==== MATERIAL SHOWN ====
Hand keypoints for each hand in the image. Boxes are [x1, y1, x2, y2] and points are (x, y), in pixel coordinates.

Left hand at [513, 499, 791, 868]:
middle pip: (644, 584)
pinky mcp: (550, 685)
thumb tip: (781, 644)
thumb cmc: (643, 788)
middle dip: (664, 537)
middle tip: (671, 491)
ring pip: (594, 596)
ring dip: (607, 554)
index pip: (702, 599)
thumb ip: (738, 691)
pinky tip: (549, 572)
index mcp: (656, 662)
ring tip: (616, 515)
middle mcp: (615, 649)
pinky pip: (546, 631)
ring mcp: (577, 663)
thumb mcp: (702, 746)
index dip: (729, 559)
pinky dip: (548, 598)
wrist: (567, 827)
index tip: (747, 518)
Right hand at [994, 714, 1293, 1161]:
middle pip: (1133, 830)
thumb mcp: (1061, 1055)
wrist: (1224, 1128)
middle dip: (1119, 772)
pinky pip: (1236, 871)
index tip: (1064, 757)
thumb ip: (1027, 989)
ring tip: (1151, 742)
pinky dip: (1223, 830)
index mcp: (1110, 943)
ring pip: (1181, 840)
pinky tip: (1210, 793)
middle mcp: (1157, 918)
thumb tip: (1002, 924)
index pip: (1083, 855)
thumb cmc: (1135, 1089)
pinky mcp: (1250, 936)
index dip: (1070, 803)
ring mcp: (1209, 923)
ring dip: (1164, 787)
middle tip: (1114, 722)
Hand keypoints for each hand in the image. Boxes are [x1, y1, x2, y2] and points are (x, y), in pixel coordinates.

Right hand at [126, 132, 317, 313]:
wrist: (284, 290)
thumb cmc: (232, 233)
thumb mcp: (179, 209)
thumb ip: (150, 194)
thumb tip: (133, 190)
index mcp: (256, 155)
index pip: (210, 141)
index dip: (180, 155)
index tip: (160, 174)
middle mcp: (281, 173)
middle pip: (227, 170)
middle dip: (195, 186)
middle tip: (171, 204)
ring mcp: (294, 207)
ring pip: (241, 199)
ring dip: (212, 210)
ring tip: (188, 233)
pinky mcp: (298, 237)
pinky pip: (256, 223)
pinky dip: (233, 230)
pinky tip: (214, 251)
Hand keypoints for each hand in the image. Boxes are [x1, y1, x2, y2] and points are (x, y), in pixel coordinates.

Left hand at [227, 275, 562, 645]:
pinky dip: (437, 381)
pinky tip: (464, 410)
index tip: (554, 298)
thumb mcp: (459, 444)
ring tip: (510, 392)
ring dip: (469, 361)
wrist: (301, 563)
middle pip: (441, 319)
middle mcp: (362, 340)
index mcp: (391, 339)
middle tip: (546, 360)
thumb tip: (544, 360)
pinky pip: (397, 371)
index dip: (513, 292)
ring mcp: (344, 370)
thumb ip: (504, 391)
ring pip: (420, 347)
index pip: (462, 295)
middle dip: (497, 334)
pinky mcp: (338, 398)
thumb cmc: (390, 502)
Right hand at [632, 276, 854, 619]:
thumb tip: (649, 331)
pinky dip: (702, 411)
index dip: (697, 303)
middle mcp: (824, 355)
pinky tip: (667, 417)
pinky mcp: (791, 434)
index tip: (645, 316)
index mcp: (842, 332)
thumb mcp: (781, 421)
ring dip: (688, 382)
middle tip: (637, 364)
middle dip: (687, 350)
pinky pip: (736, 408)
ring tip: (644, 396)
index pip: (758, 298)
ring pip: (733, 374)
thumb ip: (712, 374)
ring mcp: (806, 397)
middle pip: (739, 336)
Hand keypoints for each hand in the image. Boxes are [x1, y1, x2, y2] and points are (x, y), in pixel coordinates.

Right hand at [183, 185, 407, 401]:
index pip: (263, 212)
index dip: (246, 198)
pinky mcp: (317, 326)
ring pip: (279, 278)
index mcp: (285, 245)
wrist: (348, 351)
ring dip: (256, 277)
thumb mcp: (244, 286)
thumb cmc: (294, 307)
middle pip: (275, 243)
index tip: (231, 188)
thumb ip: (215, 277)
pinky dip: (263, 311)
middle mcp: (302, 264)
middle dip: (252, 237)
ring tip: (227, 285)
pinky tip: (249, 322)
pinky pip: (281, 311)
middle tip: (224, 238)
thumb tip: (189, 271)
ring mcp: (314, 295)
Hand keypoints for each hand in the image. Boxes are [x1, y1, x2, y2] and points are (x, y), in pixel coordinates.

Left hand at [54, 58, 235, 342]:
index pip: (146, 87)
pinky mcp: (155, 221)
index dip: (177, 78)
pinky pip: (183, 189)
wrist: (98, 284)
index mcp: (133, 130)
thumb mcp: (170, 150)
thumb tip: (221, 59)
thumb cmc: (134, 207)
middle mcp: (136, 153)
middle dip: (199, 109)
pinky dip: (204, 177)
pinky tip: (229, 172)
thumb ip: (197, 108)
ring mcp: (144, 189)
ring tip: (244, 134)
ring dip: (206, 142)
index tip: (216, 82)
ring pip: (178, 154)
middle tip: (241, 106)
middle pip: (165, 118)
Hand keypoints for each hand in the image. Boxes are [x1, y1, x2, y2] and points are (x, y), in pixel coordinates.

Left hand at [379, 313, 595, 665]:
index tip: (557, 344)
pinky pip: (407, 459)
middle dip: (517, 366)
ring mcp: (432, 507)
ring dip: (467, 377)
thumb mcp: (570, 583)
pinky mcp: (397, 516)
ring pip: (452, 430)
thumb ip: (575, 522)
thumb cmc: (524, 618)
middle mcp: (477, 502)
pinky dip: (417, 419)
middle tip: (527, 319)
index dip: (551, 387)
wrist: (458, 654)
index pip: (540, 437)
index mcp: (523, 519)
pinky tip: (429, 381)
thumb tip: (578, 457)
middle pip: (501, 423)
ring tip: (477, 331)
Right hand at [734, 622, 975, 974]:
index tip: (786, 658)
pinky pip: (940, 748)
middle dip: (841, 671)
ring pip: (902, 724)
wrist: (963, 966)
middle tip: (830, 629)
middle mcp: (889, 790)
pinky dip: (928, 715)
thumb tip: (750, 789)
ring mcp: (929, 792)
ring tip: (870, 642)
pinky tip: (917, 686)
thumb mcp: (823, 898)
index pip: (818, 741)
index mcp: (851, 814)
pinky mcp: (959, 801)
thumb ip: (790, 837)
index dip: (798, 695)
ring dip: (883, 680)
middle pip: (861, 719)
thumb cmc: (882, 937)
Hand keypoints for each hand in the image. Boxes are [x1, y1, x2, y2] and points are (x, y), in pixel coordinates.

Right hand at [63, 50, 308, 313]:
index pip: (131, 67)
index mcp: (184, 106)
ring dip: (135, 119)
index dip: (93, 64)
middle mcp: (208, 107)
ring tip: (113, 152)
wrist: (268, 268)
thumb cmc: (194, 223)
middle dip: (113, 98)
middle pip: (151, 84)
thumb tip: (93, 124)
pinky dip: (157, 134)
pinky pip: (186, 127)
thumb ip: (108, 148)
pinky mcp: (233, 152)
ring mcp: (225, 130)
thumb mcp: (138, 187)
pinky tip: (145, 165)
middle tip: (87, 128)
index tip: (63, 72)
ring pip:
====
» **WORK TASK**
Lines from the top of the entries through the line with "thumb ip: (504, 391)" are to be transcribed exactly, and nothing more.

» **EXERCISE ANSWER**
Hand keypoints for each hand in the image. Boxes are [x1, y1, x2, y2] and points are (x, y), in pixel coordinates.

Left hand at [513, 499, 791, 868]:
middle pip: (644, 584)
pinky mcp: (550, 685)
thumb tip: (781, 644)
thumb cmc: (643, 788)
middle dip: (664, 537)
middle tip: (671, 491)
ring pip: (594, 596)
ring dip: (607, 554)
index pip: (702, 599)
thumb ip: (738, 691)
pinky tip: (549, 572)
index mcp: (656, 662)
ring tip: (616, 515)
middle mcp: (615, 649)
pinky pip: (546, 631)
ring mcp: (577, 663)
thumb mcp: (702, 746)
index dip: (729, 559)
pinky dip: (548, 598)
wrist: (567, 827)
index tip: (747, 518)
Right hand at [994, 714, 1293, 1161]:
middle pip: (1133, 830)
thumb mcp: (1061, 1055)
wrist: (1224, 1128)
middle dip: (1119, 772)
pinky pip: (1236, 871)
index tip: (1064, 757)
thumb ip: (1027, 989)
ring tip: (1151, 742)
pinky dip: (1223, 830)
index mcp: (1110, 943)
ring pip: (1181, 840)
pinky tip: (1210, 793)
middle mcp: (1157, 918)
thumb tip: (1002, 924)
index pip: (1083, 855)
thumb cmc: (1135, 1089)
pinky mcp: (1250, 936)
index dip: (1070, 803)
ring mcp: (1209, 923)
ring dip: (1164, 787)
middle tip: (1114, 722)
Hand keypoints for each hand in the image. Boxes are [x1, y1, x2, y2] and points are (x, y), in pixel coordinates.

Right hand at [126, 132, 317, 313]:
wrist: (284, 290)
thumb cmc: (232, 233)
thumb mcp: (179, 209)
thumb ip: (150, 194)
thumb tip: (133, 190)
index mcp: (256, 155)
index pip: (210, 141)
index dip: (180, 155)
index tip: (160, 174)
middle mcp: (281, 173)
middle pip: (227, 170)
middle dip: (195, 186)
middle tip: (171, 204)
ring mcp: (294, 207)
ring pip: (241, 199)
ring dip: (212, 210)
ring tip: (188, 233)
pinky mcp: (298, 237)
pinky pip: (256, 223)
pinky dip: (233, 230)
pinky tip: (214, 251)
Hand keypoints for each hand in the image. Boxes are [x1, y1, x2, y2] and points are (x, y), in pixel coordinates.

Left hand at [227, 275, 562, 645]:
pinky dip: (437, 381)
pinky tip: (464, 410)
index tip: (554, 298)
thumb mcp: (459, 444)
ring tip: (510, 392)
ring dip: (469, 361)
wrist: (301, 563)
middle pip: (441, 319)
middle mcp: (362, 340)
index mcp: (391, 339)
middle tip: (546, 360)
thumb tip: (544, 360)
pinky pip: (397, 371)
index dip: (513, 292)
ring mcp: (344, 370)
thumb ip: (504, 391)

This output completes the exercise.